The man was sentenced to two years and eight months' imprisonment after facing the Sydney Local Court on Friday 20 January, 2023. The man was convicted of cybercrime offences including producing, supplying or obtaining data with intent to commit a computer offence.
The investigation began in September 2021, when the AFP obtained information about a series of suspicious website registrations suspected of being used to phish customers of Australian telecommunications providers and financial institutions.
The AFP in conjunction with the NSW Police Cybercrime Squad, executed a search warrant at the man's Ryde home on 24 November 2021. Police seized drug paraphernalia, sim cards, bank cards, electronic devices, mobile phones and storage devices.
Investigators were able to link the man to more than $100,000 stolen from the accounts of 39 people, resulting in his arrest on 24 November 2021.
Police believe the scam started in 2018 and targeted customers of several banks and a telecommunication company.
The man used these webpages to lure Australian victims to enter their personal information, which he would subsequently use to access their telephone accounts, bank accounts and create new accounts without their knowledge.

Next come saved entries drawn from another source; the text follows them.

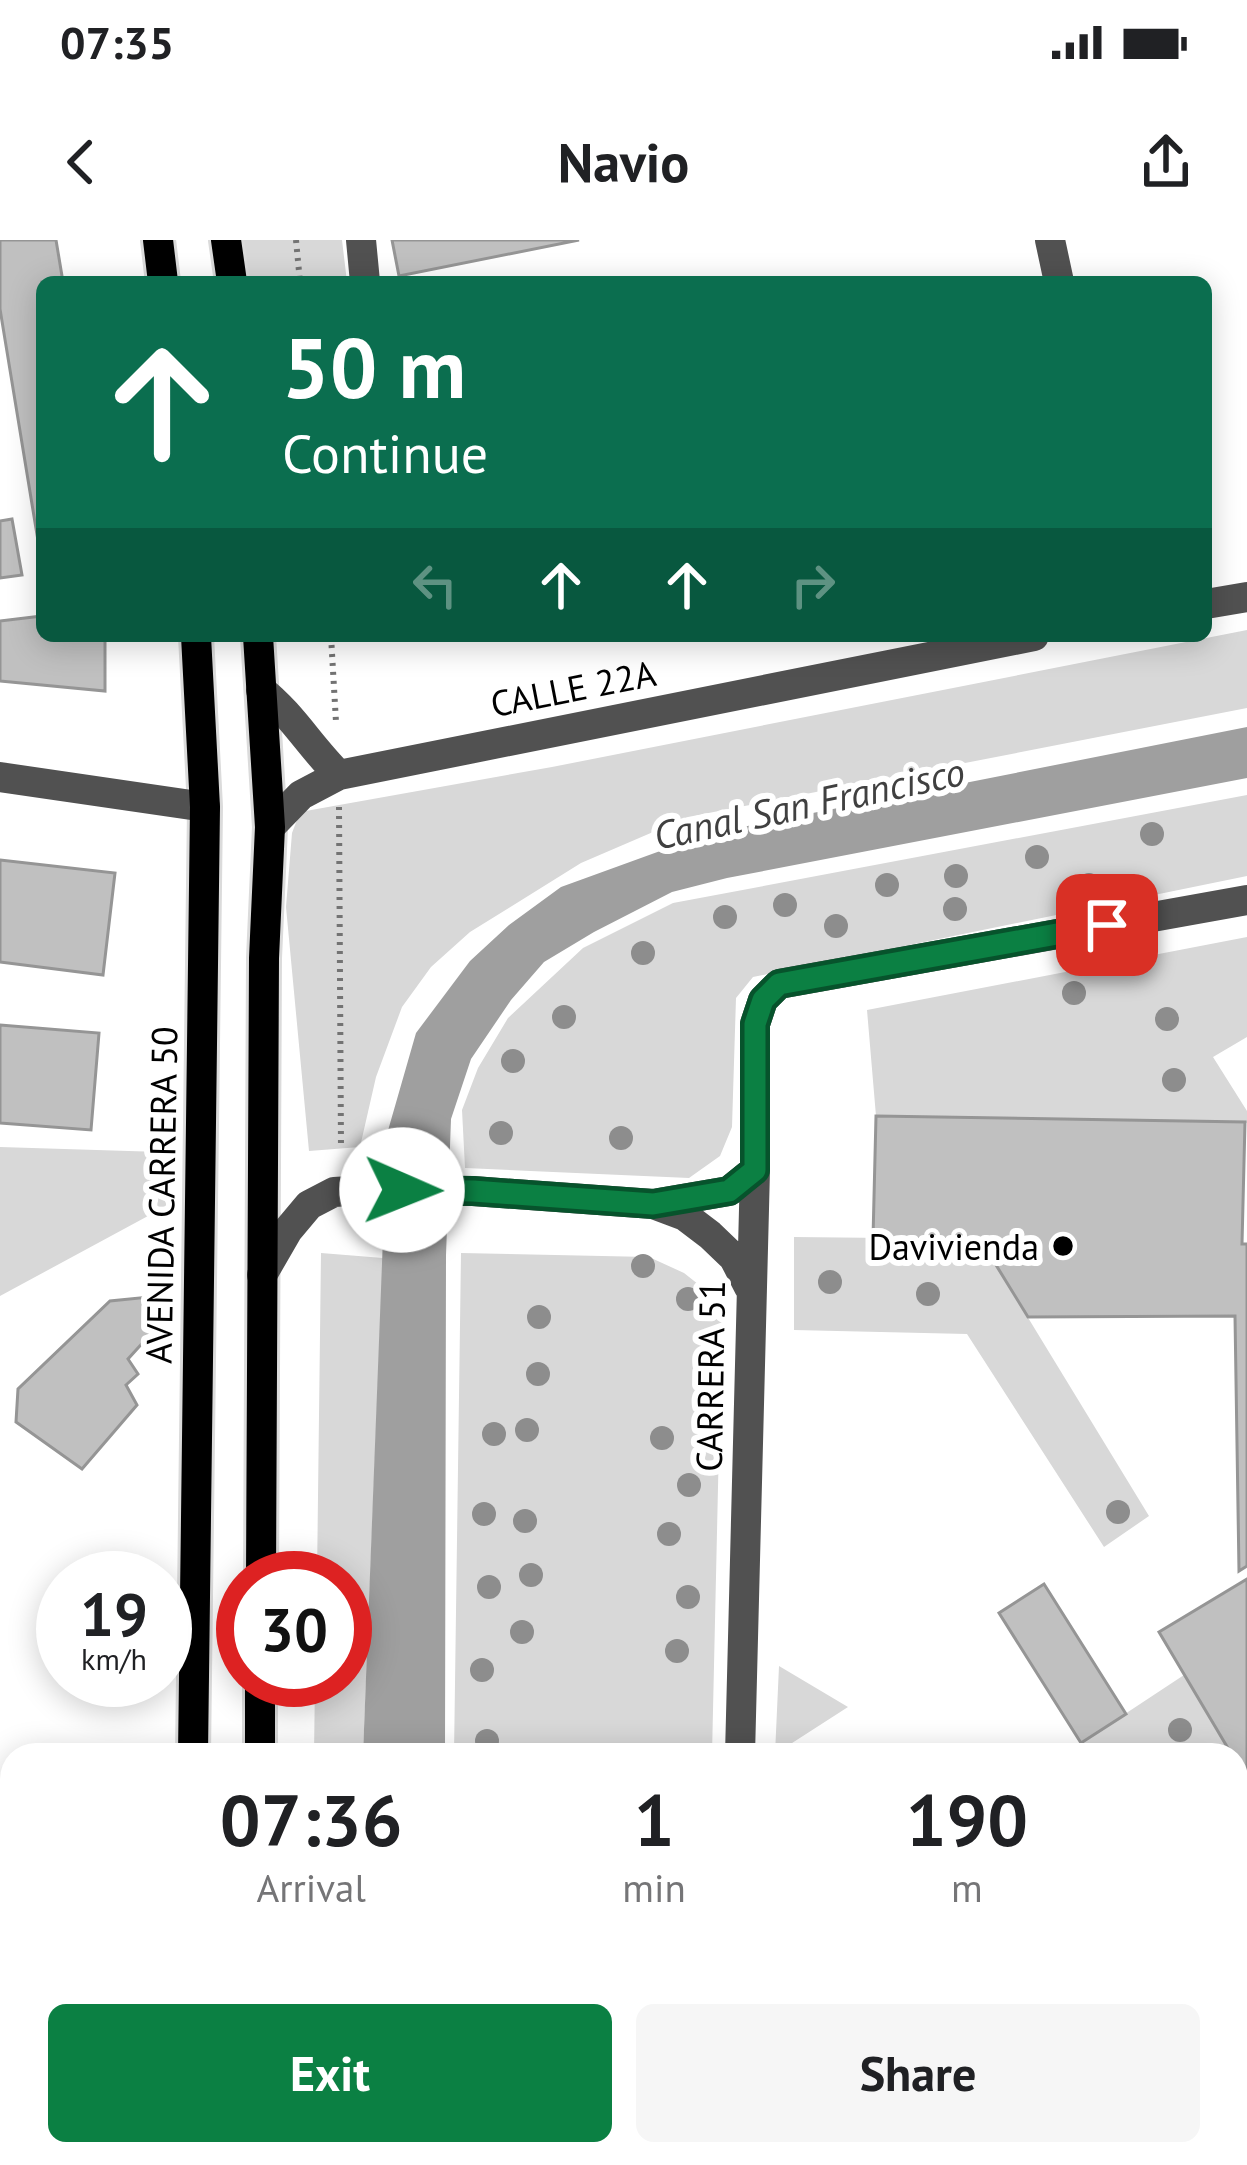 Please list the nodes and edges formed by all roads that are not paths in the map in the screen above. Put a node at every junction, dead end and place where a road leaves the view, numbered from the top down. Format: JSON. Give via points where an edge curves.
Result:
{"nodes":[{"id":1,"x":158,"y":240,"type":"edge"},
{"id":2,"x":226,"y":240,"type":"edge"},
{"id":3,"x":361,"y":240,"type":"edge"},
{"id":4,"x":1050,"y":240,"type":"edge"},
{"id":5,"x":162,"y":276,"type":"edge"},
{"id":6,"x":231,"y":276,"type":"edge"},
{"id":7,"x":364,"y":276,"type":"edge"},
{"id":8,"x":1058,"y":276,"type":"edge"},
{"id":9,"x":1247,"y":597,"type":"edge"},
{"id":10,"x":1212,"y":603,"type":"edge"},
{"id":11,"x":196,"y":642,"type":"edge"},
{"id":12,"x":261,"y":642,"type":"edge"},
{"id":13,"x":1004,"y":642,"type":"edge"},
{"id":14,"x":261,"y":690,"type":"junction"},
{"id":15,"x":339,"y":775,"type":"junction"},
{"id":16,"x":0,"y":777,"type":"edge"},
{"id":17,"x":205,"y":807,"type":"junction"},
{"id":18,"x":270,"y":826,"type":"junction"},
{"id":19,"x":1247,"y":900,"type":"edge"},
{"id":20,"x":755,"y":1170,"type":"junction"},
{"id":21,"x":653,"y":1204,"type":"junction"},
{"id":22,"x":262,"y":1275,"type":"junction"},
{"id":23,"x":750,"y":1290,"type":"junction"},
{"id":24,"x":261,"y":1551,"type":"edge"},
{"id":25,"x":260,"y":1707,"type":"edge"},
{"id":26,"x":193,"y":1743,"type":"edge"},
{"id":27,"x":260,"y":1743,"type":"edge"},
{"id":28,"x":740,"y":1743,"type":"edge"}],
"edges":[{"from":1,"to":5,"type":"main road"},
{"from":2,"to":6,"type":"main road"},
{"from":3,"to":7,"type":"street"},
{"from":4,"to":8,"type":"street"},
{"from":9,"to":10,"type":"street"},
{"from":11,"to":17,"type":"main road","name":"AVENIDA CARRERA 50"},
{"from":12,"to":14,"type":"main road"},
{"from":13,"to":15,"type":"street","name":"CALLE 22A"},
{"from":14,"to":15,"type":"street"},
{"from":14,"to":18,"type":"main road"},
{"from":15,"to":18,"type":"street","name":"CALLE 22A","via":[[301,795]]},
{"from":16,"to":17,"type":"street"},
{"from":17,"to":26,"type":"main road","name":"AVENIDA CARRERA 50"},
{"from":18,"to":22,"type":"main road"},
{"from":19,"to":20,"type":"street","name":"CARRERA 51","via":[[779,984],[755,1024]]},
{"from":20,"to":21,"type":"street","via":[[729,1191]]},
{"from":20,"to":23,"type":"street","name":"CARRERA 51"},
{"from":21,"to":22,"type":"street","via":[[473,1191],[334,1192],[309,1205]]},
{"from":21,"to":23,"type":"street","via":[[710,1235]]},
{"from":22,"to":24,"type":"main road"},
{"from":23,"to":28,"type":"street","name":"CARRERA 51"},
{"from":25,"to":27,"type":"main road"}]}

The AFP worked with Commonwealth Bank of Australia, National Australia Bank and Telstra to identify victims who had entered information into these phony webpages. The companies placed additional security protocols on those account holders, helping prevent further funds being stolen from the accounts of another 16,147 Australians.
AFP Spokesperson Commander Chris Goldsmid said the AFP is responsible for preventing, disrupting and investigating cybercrime offences with significant impact on the Australian economy.
"The AFP is committed to tracking down cybercriminals and bringing them to justice, no matter where they are in the world," Commander Goldsmid said.
Scammers will use any tools they can to exploit people for their own profit. The internet and other new technologies provide opportunities to remotely access potential victims."
"We encourage Australians to protect themselves against phishing scams by carefully reviewing emails or SMS messages before clicking on any links."
"Anyone who believes they have been a victim of a phishing scam, or who sees suspicious banking transactions should contact their bank and also report the matter via Report Cyber at cyber.gov.au."
The man was found guilty of:
- Attempted obtain benefit by deception contrary to section 192E of the Crimes Act 1900 (NSW)
- Obtain benefit by deception contrary to section 192E of the Crimes Act 1900 (NSW);
- Unauthorised access, modification or impairment with intent to commit a serious offence, contrary to section 477.1 of the Criminal Code (Cth); and
- Producing, supplying or obtaining data with intent to commit a computer offence, contrary to section 478.4 of the Criminal Code (Cth).
He was sentenced to 2 years and 11 months' jail (commencing from the date of arrest) with a recognisance order of $1000 and 13-month good behaviour bond, following his release.